* [Requirement]
Every word of the listing must be returned. Retype it exactly.

* [Dataset entries]
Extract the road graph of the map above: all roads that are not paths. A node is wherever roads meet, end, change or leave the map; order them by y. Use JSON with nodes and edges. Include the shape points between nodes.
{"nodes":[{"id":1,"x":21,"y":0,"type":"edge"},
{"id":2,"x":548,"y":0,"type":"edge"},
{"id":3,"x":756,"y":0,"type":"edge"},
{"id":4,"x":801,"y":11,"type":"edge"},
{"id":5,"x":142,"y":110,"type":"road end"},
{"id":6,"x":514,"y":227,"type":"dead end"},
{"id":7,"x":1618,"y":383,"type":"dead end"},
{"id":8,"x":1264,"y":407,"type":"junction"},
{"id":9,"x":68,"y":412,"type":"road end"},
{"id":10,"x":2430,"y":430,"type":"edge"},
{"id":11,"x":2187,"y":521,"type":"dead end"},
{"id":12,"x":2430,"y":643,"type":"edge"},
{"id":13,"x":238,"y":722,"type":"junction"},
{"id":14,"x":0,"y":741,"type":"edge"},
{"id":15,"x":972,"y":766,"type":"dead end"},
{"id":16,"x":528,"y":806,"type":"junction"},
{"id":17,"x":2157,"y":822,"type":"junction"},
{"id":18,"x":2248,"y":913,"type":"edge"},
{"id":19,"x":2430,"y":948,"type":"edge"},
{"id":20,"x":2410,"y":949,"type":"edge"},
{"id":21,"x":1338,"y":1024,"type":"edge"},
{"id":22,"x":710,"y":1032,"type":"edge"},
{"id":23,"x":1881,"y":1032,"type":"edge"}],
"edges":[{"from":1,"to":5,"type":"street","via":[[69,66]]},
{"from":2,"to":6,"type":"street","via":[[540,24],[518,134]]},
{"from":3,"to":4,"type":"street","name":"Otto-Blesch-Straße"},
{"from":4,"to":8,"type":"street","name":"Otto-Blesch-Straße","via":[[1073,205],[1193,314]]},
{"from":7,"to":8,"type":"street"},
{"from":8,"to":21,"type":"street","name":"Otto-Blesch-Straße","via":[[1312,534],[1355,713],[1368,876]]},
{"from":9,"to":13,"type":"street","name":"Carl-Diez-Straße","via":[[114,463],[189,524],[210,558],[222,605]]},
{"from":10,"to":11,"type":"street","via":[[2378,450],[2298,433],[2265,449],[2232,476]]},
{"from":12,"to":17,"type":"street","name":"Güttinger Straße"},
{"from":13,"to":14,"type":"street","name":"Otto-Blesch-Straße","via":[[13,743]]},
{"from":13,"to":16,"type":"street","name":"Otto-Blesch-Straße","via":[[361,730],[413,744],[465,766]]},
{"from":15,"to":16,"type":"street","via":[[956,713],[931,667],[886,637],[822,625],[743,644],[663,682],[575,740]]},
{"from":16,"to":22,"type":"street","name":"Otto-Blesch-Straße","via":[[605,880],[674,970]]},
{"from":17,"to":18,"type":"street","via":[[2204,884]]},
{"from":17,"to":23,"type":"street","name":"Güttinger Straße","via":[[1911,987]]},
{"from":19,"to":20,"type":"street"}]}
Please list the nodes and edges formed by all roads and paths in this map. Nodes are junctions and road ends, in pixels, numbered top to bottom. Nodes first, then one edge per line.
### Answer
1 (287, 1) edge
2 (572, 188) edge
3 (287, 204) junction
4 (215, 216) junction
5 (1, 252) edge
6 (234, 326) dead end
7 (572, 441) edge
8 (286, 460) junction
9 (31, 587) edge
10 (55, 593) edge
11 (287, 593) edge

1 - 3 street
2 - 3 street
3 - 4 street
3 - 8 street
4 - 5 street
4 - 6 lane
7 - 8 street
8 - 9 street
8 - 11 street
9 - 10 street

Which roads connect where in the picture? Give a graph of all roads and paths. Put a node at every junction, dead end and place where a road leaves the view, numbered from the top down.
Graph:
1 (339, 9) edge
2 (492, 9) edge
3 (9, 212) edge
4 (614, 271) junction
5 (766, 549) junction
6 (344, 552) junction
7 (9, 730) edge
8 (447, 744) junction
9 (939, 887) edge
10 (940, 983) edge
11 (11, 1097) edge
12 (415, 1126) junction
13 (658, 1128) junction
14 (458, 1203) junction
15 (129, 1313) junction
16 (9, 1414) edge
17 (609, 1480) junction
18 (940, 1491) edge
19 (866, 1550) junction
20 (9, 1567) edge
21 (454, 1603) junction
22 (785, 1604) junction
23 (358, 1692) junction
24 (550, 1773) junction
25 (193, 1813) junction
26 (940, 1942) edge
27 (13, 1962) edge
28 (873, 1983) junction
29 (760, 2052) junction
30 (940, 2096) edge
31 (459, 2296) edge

* [Task answer]
Extract the road graph of the map above: all roads that are not paths. A node is wherever roads meet, end, change or leave the map; order them by y. Use JSON with nodes and edges. Include the shape points between nodes.
{"nodes":[{"id":1,"x":21,"y":0,"type":"edge"},
{"id":2,"x":548,"y":0,"type":"edge"},
{"id":3,"x":756,"y":0,"type":"edge"},
{"id":4,"x":801,"y":11,"type":"edge"},
{"id":5,"x":142,"y":110,"type":"road end"},
{"id":6,"x":514,"y":227,"type":"dead end"},
{"id":7,"x":1618,"y":383,"type":"dead end"},
{"id":8,"x":1264,"y":407,"type":"junction"},
{"id":9,"x":68,"y":412,"type":"road end"},
{"id":10,"x":2430,"y":430,"type":"edge"},
{"id":11,"x":2187,"y":521,"type":"dead end"},
{"id":12,"x":2430,"y":643,"type":"edge"},
{"id":13,"x":238,"y":722,"type":"junction"},
{"id":14,"x":0,"y":741,"type":"edge"},
{"id":15,"x":972,"y":766,"type":"dead end"},
{"id":16,"x":528,"y":806,"type":"junction"},
{"id":17,"x":2157,"y":822,"type":"junction"},
{"id":18,"x":2248,"y":913,"type":"edge"},
{"id":19,"x":2430,"y":948,"type":"edge"},
{"id":20,"x":2410,"y":949,"type":"edge"},
{"id":21,"x":1338,"y":1024,"type":"edge"},
{"id":22,"x":710,"y":1032,"type":"edge"},
{"id":23,"x":1881,"y":1032,"type":"edge"}],
"edges":[{"from":1,"to":5,"type":"street","via":[[69,66]]},
{"from":2,"to":6,"type":"street","via":[[540,24],[518,134]]},
{"from":3,"to":4,"type":"street","name":"Otto-Blesch-Straße"},
{"from":4,"to":8,"type":"street","name":"Otto-Blesch-Straße","via":[[1073,205],[1193,314]]},
{"from":7,"to":8,"type":"street"},
{"from":8,"to":21,"type":"street","name":"Otto-Blesch-Straße","via":[[1312,534],[1355,713],[1368,876]]},
{"from":9,"to":13,"type":"street","name":"Carl-Diez-Straße","via":[[114,463],[189,524],[210,558],[222,605]]},
{"from":10,"to":11,"type":"street","via":[[2378,450],[2298,433],[2265,449],[2232,476]]},
{"from":12,"to":17,"type":"street","name":"Güttinger Straße"},
{"from":13,"to":14,"type":"street","name":"Otto-Blesch-Straße","via":[[13,743]]},
{"from":13,"to":16,"type":"street","name":"Otto-Blesch-Straße","via":[[361,730],[413,744],[465,766]]},
{"from":15,"to":16,"type":"street","via":[[956,713],[931,667],[886,637],[822,625],[743,644],[663,682],[575,740]]},
{"from":16,"to":22,"type":"street","name":"Otto-Blesch-Straße","via":[[605,880],[674,970]]},
{"from":17,"to":18,"type":"street","via":[[2204,884]]},
{"from":17,"to":23,"type":"street","name":"Güttinger Straße","via":[[1911,987]]},
{"from":19,"to":20,"type":"street"}]}
Please list the nodes and edges formed by all roads and paths in this map. Nodes are junctions and road ends, in pixels, numbered top to bottom. Nodes first, then one edge per line.
### Answer
1 (287, 1) edge
2 (572, 188) edge
3 (287, 204) junction
4 (215, 216) junction
5 (1, 252) edge
6 (234, 326) dead end
7 (572, 441) edge
8 (286, 460) junction
9 (31, 587) edge
10 (55, 593) edge
11 (287, 593) edge

1 - 3 street
2 - 3 street
3 - 4 street
3 - 8 street
4 - 5 street
4 - 6 lane
7 - 8 street
8 - 9 street
8 - 11 street
9 - 10 street

Which roads connect where in the picture? Give a graph of all roads and paths. Put a node at every junction, dead end and place where a road leaves the view, numbered from the top down.
Graph:
1 (339, 9) edge
2 (492, 9) edge
3 (9, 212) edge
4 (614, 271) junction
5 (766, 549) junction
6 (344, 552) junction
7 (9, 730) edge
8 (447, 744) junction
9 (939, 887) edge
10 (940, 983) edge
11 (11, 1097) edge
12 (415, 1126) junction
13 (658, 1128) junction
14 (458, 1203) junction
15 (129, 1313) junction
16 (9, 1414) edge
17 (609, 1480) junction
18 (940, 1491) edge
19 (866, 1550) junction
20 (9, 1567) edge
21 (454, 1603) junction
22 (785, 1604) junction
23 (358, 1692) junction
24 (550, 1773) junction
25 (193, 1813) junction
26 (940, 1942) edge
27 (13, 1962) edge
28 (873, 1983) junction
29 (760, 2052) junction
30 (940, 2096) edge
31 (459, 2296) edge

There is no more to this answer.